Le lecteur francophone est habitué aux écrivains italiens à la langue chatoyante dont le verbe se moule bien dans notre langue : Moravia, Buzzati, Calvino, Tabucchi, voire Barrico. Avec Vitaliano Trevisan, il n’est pas sûr que le message passe si facilement. Voilà un écrivain plus sec et tourmenté qui ne craint pas de mettre la folie et la marginalité au centre du récit. Non pour nous rebuter, mais pour mieux nous introduire dans les failles et les malaises que suscite la vie moderne.

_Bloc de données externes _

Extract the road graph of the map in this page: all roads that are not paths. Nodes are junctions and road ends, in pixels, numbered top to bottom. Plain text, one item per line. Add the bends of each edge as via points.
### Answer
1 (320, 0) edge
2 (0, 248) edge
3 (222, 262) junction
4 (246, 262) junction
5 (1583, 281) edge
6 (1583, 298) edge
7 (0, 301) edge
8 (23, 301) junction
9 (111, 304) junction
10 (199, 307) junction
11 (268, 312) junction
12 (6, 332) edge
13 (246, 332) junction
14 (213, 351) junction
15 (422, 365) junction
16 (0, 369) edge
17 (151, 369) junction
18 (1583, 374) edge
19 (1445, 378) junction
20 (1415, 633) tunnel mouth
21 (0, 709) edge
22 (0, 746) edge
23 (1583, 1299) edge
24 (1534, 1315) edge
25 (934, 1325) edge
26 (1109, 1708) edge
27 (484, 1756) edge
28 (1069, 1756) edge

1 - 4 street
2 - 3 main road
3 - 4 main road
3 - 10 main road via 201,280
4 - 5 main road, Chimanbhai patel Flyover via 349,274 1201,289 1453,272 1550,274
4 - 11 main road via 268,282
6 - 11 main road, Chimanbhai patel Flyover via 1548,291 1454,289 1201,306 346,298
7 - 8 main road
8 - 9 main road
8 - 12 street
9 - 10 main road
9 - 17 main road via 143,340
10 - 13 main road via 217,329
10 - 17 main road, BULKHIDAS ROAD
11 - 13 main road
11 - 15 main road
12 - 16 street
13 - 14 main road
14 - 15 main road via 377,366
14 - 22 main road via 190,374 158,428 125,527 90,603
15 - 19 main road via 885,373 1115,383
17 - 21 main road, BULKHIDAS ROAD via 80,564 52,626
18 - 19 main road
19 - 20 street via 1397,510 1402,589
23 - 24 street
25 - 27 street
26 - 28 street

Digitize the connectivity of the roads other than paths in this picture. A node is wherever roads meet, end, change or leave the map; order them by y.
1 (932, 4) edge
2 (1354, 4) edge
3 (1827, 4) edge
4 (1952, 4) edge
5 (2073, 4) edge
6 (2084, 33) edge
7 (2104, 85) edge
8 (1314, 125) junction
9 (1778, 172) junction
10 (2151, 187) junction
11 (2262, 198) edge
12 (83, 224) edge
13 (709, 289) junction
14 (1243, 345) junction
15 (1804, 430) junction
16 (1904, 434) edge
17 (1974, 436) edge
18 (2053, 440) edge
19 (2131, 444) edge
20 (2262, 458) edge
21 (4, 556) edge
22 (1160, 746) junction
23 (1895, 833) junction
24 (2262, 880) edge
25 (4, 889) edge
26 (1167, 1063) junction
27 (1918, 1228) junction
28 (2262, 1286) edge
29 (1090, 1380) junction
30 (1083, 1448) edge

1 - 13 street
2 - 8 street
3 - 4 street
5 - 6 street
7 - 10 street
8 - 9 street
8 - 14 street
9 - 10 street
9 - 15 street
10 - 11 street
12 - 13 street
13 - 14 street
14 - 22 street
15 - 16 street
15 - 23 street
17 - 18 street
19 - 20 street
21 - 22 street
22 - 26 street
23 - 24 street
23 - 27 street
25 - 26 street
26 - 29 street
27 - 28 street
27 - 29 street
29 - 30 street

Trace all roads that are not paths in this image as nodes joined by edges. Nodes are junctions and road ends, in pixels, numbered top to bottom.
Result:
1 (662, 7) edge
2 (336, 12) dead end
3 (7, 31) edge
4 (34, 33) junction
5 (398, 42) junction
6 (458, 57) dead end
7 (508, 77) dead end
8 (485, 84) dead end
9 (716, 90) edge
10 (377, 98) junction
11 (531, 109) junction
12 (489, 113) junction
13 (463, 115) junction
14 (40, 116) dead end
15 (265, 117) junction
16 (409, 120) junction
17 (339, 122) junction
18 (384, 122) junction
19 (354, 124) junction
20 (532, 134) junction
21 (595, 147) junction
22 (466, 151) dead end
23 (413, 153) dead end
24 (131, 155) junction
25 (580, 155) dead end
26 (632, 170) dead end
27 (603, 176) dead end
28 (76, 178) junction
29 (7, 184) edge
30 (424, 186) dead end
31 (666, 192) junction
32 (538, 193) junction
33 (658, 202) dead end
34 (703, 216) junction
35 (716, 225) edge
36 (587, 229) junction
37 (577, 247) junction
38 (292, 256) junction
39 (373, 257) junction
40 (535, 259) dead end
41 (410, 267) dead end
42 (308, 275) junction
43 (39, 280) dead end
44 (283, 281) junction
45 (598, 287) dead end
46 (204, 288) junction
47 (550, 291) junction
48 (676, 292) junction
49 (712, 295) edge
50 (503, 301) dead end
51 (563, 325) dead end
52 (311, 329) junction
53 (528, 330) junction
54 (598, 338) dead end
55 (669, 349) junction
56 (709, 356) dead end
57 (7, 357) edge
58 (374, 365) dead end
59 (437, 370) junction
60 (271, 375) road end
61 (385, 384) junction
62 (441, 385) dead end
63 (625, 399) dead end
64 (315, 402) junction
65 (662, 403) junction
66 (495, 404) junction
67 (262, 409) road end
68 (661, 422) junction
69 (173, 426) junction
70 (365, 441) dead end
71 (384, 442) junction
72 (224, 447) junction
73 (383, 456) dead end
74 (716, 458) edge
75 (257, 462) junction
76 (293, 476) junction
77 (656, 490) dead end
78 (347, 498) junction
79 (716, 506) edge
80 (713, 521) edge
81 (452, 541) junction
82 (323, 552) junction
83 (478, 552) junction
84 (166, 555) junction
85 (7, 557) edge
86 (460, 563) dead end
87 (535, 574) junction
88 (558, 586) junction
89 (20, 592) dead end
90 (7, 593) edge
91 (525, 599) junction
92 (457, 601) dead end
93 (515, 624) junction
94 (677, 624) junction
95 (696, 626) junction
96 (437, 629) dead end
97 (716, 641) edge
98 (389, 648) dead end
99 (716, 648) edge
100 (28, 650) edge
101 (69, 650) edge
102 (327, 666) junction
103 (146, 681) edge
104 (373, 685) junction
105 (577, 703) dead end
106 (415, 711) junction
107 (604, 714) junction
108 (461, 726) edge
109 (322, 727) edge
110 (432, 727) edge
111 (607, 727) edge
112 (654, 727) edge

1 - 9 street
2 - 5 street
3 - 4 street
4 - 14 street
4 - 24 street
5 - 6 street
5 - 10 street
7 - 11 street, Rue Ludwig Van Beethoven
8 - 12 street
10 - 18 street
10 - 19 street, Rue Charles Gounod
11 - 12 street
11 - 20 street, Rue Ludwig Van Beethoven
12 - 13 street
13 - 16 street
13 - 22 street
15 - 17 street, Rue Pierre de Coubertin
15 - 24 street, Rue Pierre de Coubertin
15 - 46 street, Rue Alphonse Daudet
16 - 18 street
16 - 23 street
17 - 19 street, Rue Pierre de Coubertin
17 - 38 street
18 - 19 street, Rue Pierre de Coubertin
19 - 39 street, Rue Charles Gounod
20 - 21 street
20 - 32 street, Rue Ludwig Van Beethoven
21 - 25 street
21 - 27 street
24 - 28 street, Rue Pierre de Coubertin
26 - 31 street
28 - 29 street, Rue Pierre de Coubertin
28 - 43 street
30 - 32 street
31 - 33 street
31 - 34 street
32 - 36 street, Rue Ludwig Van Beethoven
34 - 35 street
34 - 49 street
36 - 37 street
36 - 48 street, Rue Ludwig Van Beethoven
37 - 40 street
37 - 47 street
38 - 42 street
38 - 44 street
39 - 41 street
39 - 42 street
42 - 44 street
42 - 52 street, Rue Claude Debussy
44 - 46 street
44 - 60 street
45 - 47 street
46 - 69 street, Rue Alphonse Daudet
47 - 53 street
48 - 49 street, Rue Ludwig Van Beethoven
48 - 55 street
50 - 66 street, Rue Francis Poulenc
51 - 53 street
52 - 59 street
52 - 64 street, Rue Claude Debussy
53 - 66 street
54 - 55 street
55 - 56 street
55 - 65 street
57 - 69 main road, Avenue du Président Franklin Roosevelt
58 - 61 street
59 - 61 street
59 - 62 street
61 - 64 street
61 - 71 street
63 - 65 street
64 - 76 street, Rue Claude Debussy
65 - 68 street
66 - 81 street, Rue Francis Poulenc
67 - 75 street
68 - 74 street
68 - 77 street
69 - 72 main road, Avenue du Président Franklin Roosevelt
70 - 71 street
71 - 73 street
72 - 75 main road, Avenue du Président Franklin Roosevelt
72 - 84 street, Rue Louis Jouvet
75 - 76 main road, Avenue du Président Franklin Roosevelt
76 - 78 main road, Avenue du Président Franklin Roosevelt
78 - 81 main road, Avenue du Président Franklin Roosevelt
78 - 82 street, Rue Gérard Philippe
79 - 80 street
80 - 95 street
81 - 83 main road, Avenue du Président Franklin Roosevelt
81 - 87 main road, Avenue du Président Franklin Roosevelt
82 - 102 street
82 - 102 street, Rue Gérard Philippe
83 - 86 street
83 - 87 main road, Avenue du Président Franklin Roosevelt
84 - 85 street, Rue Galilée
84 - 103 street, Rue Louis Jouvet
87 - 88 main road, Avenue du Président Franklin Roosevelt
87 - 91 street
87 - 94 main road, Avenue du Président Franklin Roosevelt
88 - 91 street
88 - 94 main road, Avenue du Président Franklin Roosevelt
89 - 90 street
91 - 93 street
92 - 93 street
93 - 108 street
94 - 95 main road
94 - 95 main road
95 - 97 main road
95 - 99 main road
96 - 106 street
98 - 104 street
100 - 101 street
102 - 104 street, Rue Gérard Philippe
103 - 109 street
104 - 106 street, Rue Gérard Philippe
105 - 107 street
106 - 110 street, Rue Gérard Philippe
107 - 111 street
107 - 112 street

Toute la vision du monde de Vitaliano Trevisan paraît se résumer au microcosme du lieu dont il vient et où il vit, Vicence. Une ville dont il évacue tout charme ou poésie. Le décor du livre rappelle plutôt l’atmosphère insolite et froide de certains films d’Antonioni. Paysages déshumanisés de banlieues, de zones industrielles, de centres commerciaux, d’entrepôts et autres rubans d’autoroutes suspendus dans le vide.
Ainsi un homme parle. C’est Thomas Boschiero, le narrateur de cette histoire. Un type qui passe son temps à classer les papiers de son frère, dont on apprendra qu’il a disparu sans laisser de traces. Thomas a encore une sœur, disparue elle aussi, mais on saura au fil du récit qu’elle, à la différence peut-être du frère, est bel et bien morte. Et le frère en question n’est pas étranger à ce décès, lui qui vouait à sa sœur un attachement excessif, nourri de jalousie à l’égard de tout soupirant qui aurait pu l’approcher.
Thomas, le seul rescapé de cette famille aisée, propriétaire de multiples biens et domaines en Italie et ailleurs, apparaît comme un original et un solitaire enfermé dans ses pensées. Ses parents morts, son frère et sa sœur disparus, il sait qu’il a rendez‑vous chez le notaire, l’ultime corvée qui soldera ses comptes avec sa famille. Il faudra toute la longueur du livre pour que le narrateur se décide enfin à faire les quinze mille pas qui le séparent de l’étude de Maître Strazzabosco.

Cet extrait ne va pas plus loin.